Spill a glass of milk on the table and you have no control over where the leche flows. You don’t have a say in which way the wind blows or if you even wake up tomorrow.
It seems healthy to take charge of the controllable things. The things we ought to be doing. Things like our diet, our attitude, or our daily decisions. Getting out of bed early to head to the gym is up to us. Not controlling the controllable adds stress to our lives.
But what’s even more stressful?
Trying to control the things not meant to be controlled. It can be a blurry line usually created by self interest. Trying to avoid pain is a natural approach to living. The problems arise when we try to “control” away negative realities.
It’s not usually control but the illusion of control that slaps us down.
I Just Can’t Stand It!
Some things seem unbearable.
You’re up to your eyeballs and you’ve had it.
You just can’t take it!
You can’t “stand it” anymore!
Really?
The truth is you’re “still standing.” Your heart's still beating.
You’re either “standing it” or you’re dead.
If you’re not dead and have time to “stand” there and complain…you have time to take action.
Truth Bomb
The realist prides himself on being a truth teller. They are the type of people who tend to look through the bullshit and see what is really going on. It’s a talent, it’s a gift, and it’s also the fastest way to be a jerk.
What’s the point of delivering a truth bomb if it deafens the audience? Giving someone a piece of your mind is more about you than them.
The realist might say “That’s not my problem, I’m just calling it like I see it.”
Calling it like you see it and being blunt doesn’t move the needle in the right direction. (I checked). It’s relationally lazy. The more useful approach is to start with kindness. The heart behind what you say manifests itself through your tone.
If your tone is laced with self interest it won’t go well.
Be kind fam…
Don’t Judge Me
If you see a friend make bad choices what is your role? Leave him be? Who are you to judge?
Being afraid of judging is understandable. Judgment is important though. It’s important because turning a blind eye isn’t loving. We all make judgment calls every day. When your buddy isn’t using good judgment you should warn him. Let him know it kills you to see him going down the wrong path.
If he gets angry with you and 1shames you for “judging” him it’s a sign. A sign to let it go. You are wasting your breath. He is choosing his path over personal growth or curiosity.
Your pearls are too valuable for swine.
Silent Treatment
When things don’t go your way and you’re hurt or disappointed it’s tempting to punish the other person with the cold shoulder.

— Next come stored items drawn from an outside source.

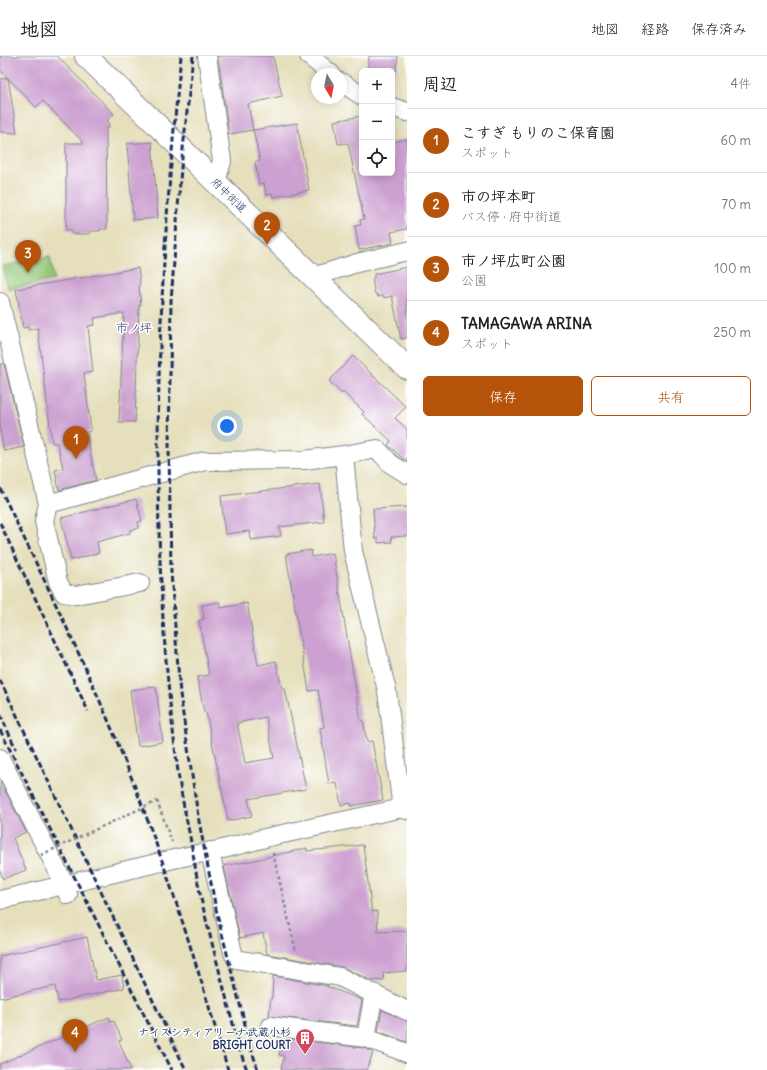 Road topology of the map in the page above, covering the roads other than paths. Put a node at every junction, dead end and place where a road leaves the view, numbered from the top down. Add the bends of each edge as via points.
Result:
1 (86, 56) edge
2 (207, 56) edge
3 (309, 56) edge
4 (324, 68) edge
5 (347, 86) edge
6 (359, 94) edge
7 (395, 108) edge
8 (407, 112) edge
9 (216, 182) junction
10 (407, 251) edge
11 (313, 277) junction
12 (0, 302) edge
13 (407, 368) edge
14 (344, 455) junction
15 (407, 474) edge
16 (48, 504) junction
17 (140, 583) dead end
18 (0, 758) edge
19 (405, 809) edge
20 (210, 851) junction
21 (66, 890) junction
22 (0, 900) edge
23 (374, 993) junction
24 (407, 1012) edge
25 (271, 1026) dead end
26 (366, 1038) junction
27 (407, 1053) edge

1 - 9 highway, 府中街道
2 - 9 street via 222,161
3 - 4 street
5 - 6 street
7 - 8 street
9 - 11 highway, 府中街道
10 - 11 street
11 - 13 highway, 府中街道
12 - 16 street
14 - 15 street via 377,449 391,464
14 - 16 street via 304,460 205,461
14 - 19 street via 353,551 386,691
16 - 17 street via 44,521 58,582 64,592 76,595
18 - 21 street
19 - 20 street
20 - 21 street
20 - 23 street via 236,959 340,977
21 - 22 street
23 - 24 street
23 - 26 street
25 - 26 street
26 - 27 street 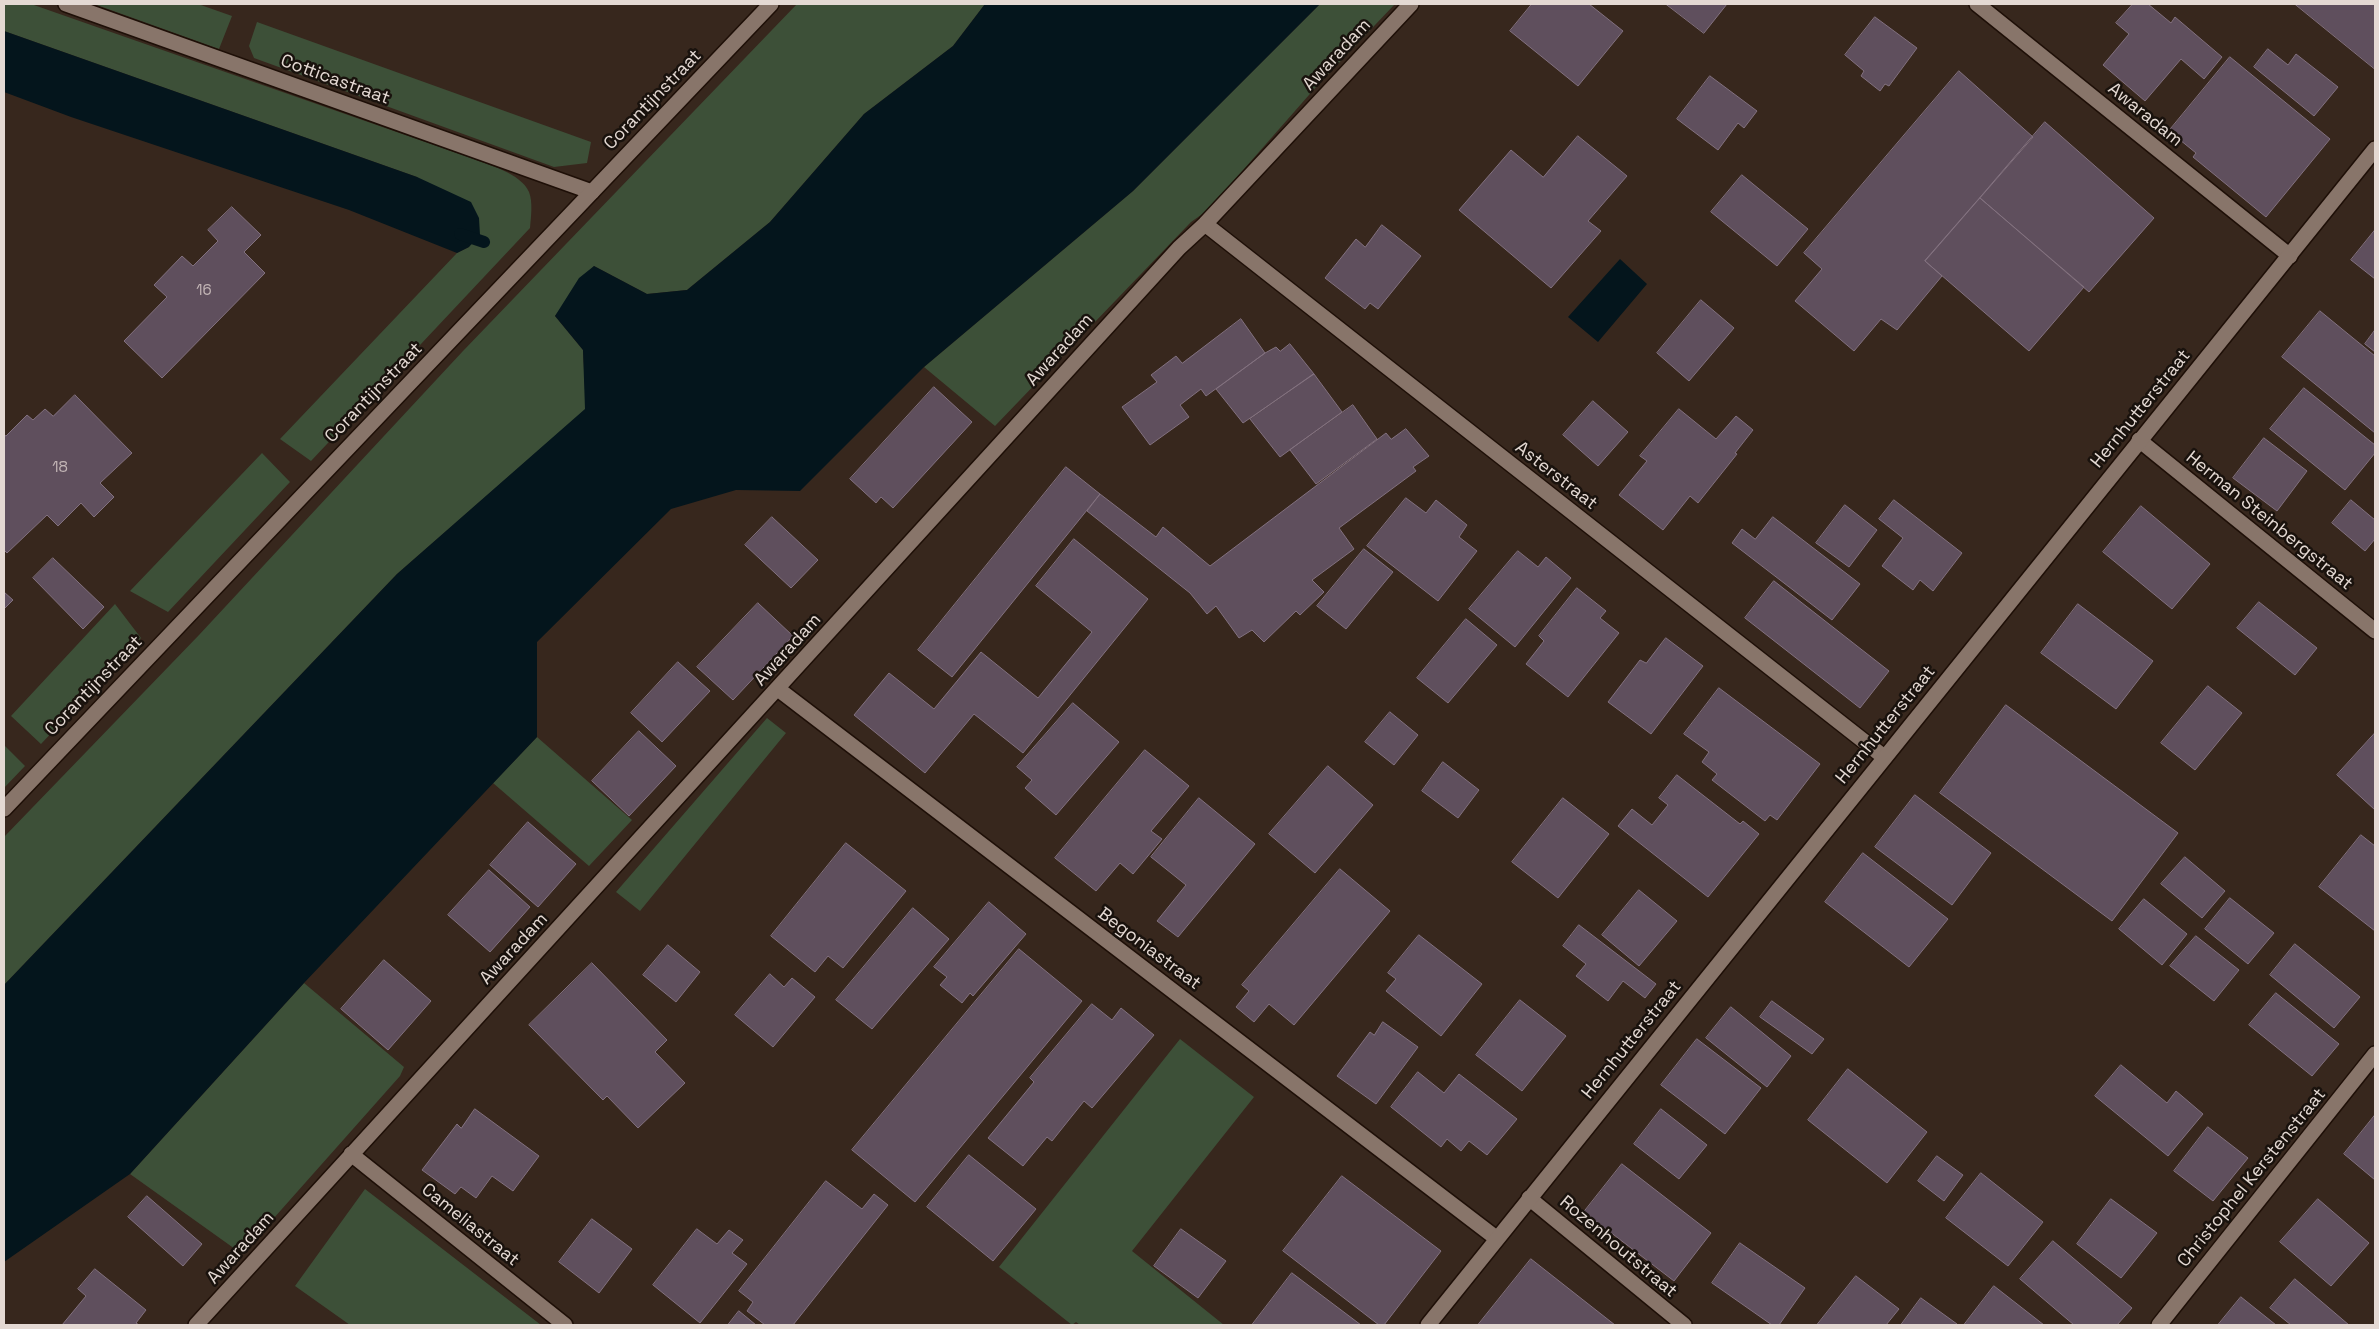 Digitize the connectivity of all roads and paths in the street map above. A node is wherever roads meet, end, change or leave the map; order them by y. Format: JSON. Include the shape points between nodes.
{"nodes":[{"id":1,"x":66,"y":4,"type":"edge"},
{"id":2,"x":771,"y":4,"type":"edge"},
{"id":3,"x":1411,"y":4,"type":"edge"},
{"id":4,"x":1977,"y":4,"type":"edge"},
{"id":5,"x":2375,"y":149,"type":"edge"},
{"id":6,"x":592,"y":192,"type":"junction"},
{"id":7,"x":1205,"y":224,"type":"junction"},
{"id":8,"x":2290,"y":256,"type":"junction"},
{"id":9,"x":2139,"y":440,"type":"junction"},
{"id":10,"x":2375,"y":631,"type":"edge"},
{"id":11,"x":778,"y":689,"type":"junction"},
{"id":12,"x":1884,"y":757,"type":"junction"},
{"id":13,"x":4,"y":809,"type":"edge"},
{"id":14,"x":2375,"y":1054,"type":"edge"},
{"id":15,"x":351,"y":1154,"type":"junction"},
{"id":16,"x":1529,"y":1198,"type":"junction"},
{"id":17,"x":1496,"y":1238,"type":"junction"},
{"id":18,"x":196,"y":1325,"type":"edge"},
{"id":19,"x":566,"y":1325,"type":"edge"},
{"id":20,"x":1428,"y":1325,"type":"edge"},
{"id":21,"x":1684,"y":1325,"type":"edge"},
{"id":22,"x":2159,"y":1325,"type":"edge"}],
"edges":[{"from":1,"to":6,"type":"street","name":"Cotticastraat"},
{"from":2,"to":6,"type":"street","name":"Corantijnstraat"},
{"from":3,"to":7,"type":"street","name":"Awaradam"},
{"from":4,"to":8,"type":"street","name":"Awaradam"},
{"from":5,"to":8,"type":"street","name":"Hernhutterstraat"},
{"from":6,"to":13,"type":"street","name":"Corantijnstraat"},
{"from":7,"to":11,"type":"street","name":"Awaradam","via":[[1179,248]]},
{"from":7,"to":12,"type":"street","name":"Asterstraat"},
{"from":8,"to":9,"type":"street","name":"Hernhutterstraat"},
{"from":9,"to":10,"type":"street","name":"Herman Steinbergstraat"},
{"from":9,"to":12,"type":"street","name":"Hernhutterstraat"},
{"from":11,"to":15,"type":"street","name":"Awaradam"},
{"from":11,"to":17,"type":"street","name":"Begoniastraat"},
{"from":12,"to":16,"type":"street","name":"Hernhutterstraat"},
{"from":14,"to":22,"type":"street","name":"Christophel Kerstenstraat"},
{"from":15,"to":18,"type":"street","name":"Awaradam"},
{"from":15,"to":19,"type":"street","name":"Cameliastraat"},
{"from":16,"to":17,"type":"street","name":"Hernhutterstraat"},
{"from":16,"to":21,"type":"street","name":"Rozenhoutstraat"},
{"from":17,"to":20,"type":"street","name":"Hernhutterstraat"}]}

If we’re honest with ourselves it’s much easier to take the low road with the silent treatment. It’s satisfying because it gives the illusion of control. Maybe, just maybe they will come to you, hat-in-hand ready to take 100% ownership of everything they did to you. You want them to make all the correct guesses as to why you’re pouting, how it must have made you feel, and say a million sorry’s.
Pretty childish approach but understandable. The silent treatment is a useful way to avoid looking at your own pile of 💩. We all have our own piles and many times it’s your fault you’re triggered. Why? Because you haven’t been curious about the thing behind the thing. Why did that trigger me? What pre-existing pain did that agitate?
It’s scary to uncover some of those things and own them and learn from them. It’s much easier to act like it’s their fault for being insensitive to your invisible baggage. It’s a dysfunctional rescue-wish that will keep you stuck.
We’re all tempted to punish with silence…the question is…who is the one really suffering?